Please give the number of lines that hold the string "Valley" in the listing, without any other words.

--- --- ---

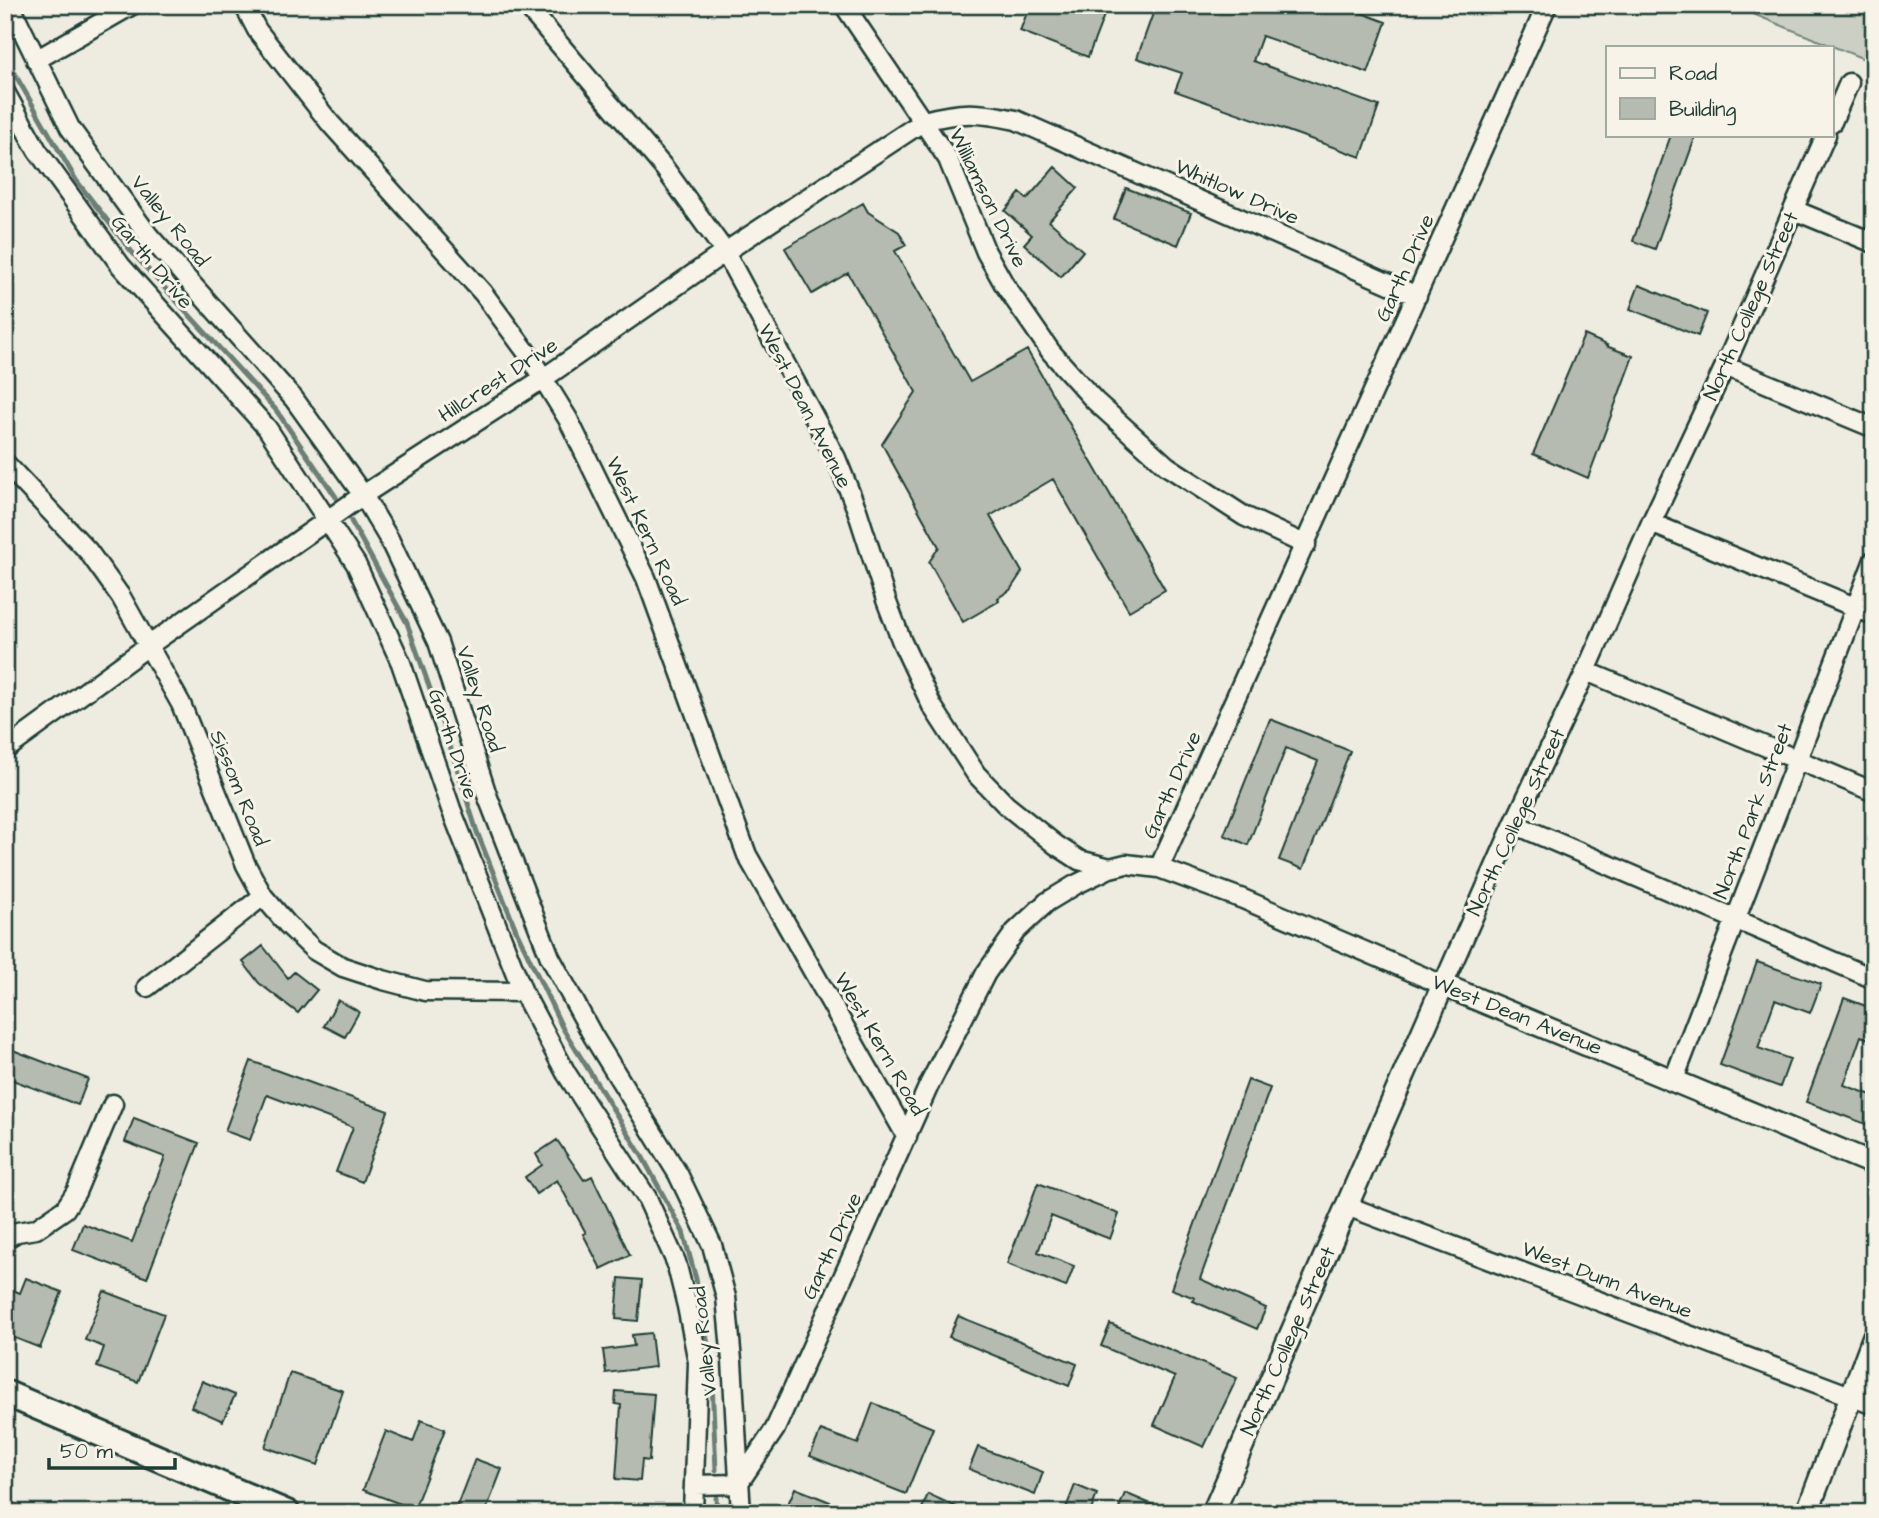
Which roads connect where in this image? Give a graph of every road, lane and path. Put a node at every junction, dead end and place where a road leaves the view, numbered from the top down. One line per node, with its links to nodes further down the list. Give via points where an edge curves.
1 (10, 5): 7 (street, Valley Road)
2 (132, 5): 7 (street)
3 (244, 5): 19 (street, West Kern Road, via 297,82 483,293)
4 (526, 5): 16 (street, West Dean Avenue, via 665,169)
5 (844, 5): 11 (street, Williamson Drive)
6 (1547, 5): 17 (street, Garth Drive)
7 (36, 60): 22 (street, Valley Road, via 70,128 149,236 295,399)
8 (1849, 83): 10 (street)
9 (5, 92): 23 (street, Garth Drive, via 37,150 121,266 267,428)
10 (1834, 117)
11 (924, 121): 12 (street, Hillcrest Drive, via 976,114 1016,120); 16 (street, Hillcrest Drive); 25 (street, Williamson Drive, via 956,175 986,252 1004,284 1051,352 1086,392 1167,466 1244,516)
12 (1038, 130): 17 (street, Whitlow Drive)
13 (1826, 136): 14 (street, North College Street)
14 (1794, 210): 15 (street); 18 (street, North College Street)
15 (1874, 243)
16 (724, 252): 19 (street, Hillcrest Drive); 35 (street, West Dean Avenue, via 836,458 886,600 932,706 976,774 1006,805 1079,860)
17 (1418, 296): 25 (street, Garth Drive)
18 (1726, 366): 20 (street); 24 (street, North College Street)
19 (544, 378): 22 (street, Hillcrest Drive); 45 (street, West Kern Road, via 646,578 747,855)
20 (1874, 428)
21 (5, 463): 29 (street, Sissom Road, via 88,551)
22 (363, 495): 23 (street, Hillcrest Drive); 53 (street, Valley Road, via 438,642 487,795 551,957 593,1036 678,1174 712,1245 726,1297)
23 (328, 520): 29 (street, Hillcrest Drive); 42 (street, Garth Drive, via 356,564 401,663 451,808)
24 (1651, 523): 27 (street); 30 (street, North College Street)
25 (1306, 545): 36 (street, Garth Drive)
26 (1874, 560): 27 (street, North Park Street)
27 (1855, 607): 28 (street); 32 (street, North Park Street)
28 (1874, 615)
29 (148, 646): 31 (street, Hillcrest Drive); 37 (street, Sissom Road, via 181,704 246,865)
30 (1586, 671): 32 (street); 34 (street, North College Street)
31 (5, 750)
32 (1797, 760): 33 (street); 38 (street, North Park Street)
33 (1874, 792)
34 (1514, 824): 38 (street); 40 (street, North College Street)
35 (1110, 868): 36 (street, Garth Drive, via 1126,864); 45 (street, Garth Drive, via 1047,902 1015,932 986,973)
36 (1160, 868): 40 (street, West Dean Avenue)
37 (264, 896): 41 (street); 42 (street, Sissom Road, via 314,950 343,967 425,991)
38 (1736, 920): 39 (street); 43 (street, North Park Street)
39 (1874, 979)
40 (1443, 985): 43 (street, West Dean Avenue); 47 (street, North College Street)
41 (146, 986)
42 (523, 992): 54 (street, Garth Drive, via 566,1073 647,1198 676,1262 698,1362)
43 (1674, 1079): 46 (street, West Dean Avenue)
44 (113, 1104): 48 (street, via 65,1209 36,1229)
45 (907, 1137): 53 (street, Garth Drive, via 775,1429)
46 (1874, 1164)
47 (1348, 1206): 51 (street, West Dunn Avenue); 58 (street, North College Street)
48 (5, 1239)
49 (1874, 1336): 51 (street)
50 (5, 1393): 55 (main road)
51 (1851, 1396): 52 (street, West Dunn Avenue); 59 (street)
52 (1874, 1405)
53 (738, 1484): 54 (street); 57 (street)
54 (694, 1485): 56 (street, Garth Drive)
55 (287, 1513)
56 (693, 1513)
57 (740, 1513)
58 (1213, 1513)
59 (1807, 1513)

--- --- ---

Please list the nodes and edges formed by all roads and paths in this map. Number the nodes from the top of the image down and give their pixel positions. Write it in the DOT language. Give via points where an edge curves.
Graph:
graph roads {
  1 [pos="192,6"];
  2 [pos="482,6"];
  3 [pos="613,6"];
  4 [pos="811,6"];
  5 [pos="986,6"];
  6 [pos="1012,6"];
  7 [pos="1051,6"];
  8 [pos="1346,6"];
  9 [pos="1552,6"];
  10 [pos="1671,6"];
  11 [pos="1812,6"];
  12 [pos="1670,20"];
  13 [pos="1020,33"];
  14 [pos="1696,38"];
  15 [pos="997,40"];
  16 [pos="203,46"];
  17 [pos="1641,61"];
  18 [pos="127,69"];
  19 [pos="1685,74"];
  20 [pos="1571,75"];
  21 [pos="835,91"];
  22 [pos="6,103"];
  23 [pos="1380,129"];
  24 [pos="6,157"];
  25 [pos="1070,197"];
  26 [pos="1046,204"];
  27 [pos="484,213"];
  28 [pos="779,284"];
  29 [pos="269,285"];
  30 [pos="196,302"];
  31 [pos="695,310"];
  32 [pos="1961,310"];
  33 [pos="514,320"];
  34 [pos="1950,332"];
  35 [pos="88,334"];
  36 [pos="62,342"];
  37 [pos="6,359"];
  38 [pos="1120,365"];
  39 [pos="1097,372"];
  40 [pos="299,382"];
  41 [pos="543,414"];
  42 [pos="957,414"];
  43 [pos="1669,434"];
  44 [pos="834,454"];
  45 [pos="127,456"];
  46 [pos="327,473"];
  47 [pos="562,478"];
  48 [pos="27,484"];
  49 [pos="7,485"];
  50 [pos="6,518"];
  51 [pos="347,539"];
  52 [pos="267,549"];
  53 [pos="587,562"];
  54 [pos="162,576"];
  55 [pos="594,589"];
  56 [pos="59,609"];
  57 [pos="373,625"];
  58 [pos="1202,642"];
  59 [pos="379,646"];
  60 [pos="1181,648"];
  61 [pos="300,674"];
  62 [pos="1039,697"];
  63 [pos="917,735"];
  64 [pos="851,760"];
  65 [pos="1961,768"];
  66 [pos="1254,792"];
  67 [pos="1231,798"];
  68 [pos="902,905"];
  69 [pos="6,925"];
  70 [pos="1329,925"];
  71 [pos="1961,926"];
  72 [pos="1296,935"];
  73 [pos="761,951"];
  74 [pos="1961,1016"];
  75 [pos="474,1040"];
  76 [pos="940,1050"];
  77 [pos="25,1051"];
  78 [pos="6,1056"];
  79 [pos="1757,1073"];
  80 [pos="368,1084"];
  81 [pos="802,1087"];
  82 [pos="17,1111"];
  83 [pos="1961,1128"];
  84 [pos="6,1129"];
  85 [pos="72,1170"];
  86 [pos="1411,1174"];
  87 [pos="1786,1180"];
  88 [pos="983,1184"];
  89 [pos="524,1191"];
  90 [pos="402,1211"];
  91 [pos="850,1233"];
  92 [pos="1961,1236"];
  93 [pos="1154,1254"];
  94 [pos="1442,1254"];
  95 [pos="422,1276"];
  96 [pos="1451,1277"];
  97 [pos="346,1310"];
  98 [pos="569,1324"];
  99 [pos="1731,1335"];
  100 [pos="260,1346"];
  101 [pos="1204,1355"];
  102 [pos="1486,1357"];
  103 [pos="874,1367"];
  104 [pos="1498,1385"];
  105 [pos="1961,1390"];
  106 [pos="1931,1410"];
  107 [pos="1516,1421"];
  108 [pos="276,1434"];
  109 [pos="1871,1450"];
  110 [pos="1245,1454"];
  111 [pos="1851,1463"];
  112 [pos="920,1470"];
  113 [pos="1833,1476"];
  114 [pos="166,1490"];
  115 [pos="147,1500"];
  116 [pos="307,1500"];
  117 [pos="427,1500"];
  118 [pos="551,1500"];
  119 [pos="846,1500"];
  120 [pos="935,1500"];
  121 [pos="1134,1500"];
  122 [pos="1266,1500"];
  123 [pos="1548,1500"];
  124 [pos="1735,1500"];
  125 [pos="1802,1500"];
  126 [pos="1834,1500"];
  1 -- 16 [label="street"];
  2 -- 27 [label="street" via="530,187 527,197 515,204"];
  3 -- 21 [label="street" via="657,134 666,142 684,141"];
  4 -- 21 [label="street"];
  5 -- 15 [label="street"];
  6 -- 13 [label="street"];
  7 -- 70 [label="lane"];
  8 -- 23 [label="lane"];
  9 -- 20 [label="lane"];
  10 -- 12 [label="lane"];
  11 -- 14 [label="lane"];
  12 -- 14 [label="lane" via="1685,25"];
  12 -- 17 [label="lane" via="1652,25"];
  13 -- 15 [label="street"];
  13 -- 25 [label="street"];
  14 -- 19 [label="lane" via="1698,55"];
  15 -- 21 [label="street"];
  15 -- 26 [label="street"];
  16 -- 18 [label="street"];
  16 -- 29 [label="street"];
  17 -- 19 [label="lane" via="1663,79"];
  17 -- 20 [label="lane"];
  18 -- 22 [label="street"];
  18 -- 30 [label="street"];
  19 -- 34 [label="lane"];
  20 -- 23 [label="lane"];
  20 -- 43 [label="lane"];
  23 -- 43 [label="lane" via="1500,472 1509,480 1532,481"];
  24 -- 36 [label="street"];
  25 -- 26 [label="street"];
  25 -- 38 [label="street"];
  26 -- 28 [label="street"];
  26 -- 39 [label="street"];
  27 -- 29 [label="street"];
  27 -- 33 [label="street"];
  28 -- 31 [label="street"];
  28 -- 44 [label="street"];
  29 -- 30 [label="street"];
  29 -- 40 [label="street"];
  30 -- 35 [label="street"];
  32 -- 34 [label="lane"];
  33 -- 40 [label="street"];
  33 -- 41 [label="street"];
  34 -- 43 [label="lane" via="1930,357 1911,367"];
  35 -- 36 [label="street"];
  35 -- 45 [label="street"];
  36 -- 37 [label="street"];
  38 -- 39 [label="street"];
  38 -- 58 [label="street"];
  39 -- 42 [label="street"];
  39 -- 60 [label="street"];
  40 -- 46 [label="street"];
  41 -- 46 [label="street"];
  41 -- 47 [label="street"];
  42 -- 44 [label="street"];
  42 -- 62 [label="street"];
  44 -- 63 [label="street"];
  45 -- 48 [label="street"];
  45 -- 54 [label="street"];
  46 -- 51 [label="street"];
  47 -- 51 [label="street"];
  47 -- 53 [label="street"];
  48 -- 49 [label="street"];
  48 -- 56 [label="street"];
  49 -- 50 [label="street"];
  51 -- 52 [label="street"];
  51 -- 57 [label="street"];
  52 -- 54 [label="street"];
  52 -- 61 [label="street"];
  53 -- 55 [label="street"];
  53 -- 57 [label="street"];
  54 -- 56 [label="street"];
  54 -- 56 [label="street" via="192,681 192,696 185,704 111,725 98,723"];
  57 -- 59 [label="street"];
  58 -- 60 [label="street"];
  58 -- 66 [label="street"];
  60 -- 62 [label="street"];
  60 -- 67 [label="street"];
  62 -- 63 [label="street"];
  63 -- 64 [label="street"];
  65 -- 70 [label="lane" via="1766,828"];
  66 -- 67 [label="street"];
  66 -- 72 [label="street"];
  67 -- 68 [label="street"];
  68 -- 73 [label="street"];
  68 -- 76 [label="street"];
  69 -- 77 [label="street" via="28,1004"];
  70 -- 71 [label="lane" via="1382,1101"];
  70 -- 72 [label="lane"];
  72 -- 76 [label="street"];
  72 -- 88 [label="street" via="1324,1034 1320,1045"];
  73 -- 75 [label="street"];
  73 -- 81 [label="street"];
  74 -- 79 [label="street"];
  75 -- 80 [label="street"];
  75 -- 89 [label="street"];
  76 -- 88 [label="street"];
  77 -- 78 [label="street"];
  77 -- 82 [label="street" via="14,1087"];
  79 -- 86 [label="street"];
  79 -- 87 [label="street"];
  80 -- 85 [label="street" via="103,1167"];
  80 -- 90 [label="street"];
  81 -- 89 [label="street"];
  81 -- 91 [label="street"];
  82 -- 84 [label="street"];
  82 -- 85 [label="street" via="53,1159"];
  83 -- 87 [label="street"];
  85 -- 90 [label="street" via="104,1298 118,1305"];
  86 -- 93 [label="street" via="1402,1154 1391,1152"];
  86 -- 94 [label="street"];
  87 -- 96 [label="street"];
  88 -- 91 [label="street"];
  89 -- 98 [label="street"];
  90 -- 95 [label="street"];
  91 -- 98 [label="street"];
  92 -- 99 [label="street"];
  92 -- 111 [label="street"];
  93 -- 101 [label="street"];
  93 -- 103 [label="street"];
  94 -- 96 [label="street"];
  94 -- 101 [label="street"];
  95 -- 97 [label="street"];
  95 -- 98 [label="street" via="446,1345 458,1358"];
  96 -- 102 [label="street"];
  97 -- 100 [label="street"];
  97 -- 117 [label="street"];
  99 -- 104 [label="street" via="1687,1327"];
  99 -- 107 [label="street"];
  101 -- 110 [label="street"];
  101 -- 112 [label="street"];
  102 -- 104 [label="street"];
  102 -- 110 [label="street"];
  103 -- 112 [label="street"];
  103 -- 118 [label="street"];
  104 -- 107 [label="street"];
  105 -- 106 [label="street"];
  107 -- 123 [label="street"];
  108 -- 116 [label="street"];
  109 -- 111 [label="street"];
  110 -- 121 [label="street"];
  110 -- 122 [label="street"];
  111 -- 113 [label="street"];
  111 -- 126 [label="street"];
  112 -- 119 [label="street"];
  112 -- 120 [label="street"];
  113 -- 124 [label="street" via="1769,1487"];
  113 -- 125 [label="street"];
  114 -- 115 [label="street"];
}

--- --- ---

WRITTEN REPLY
3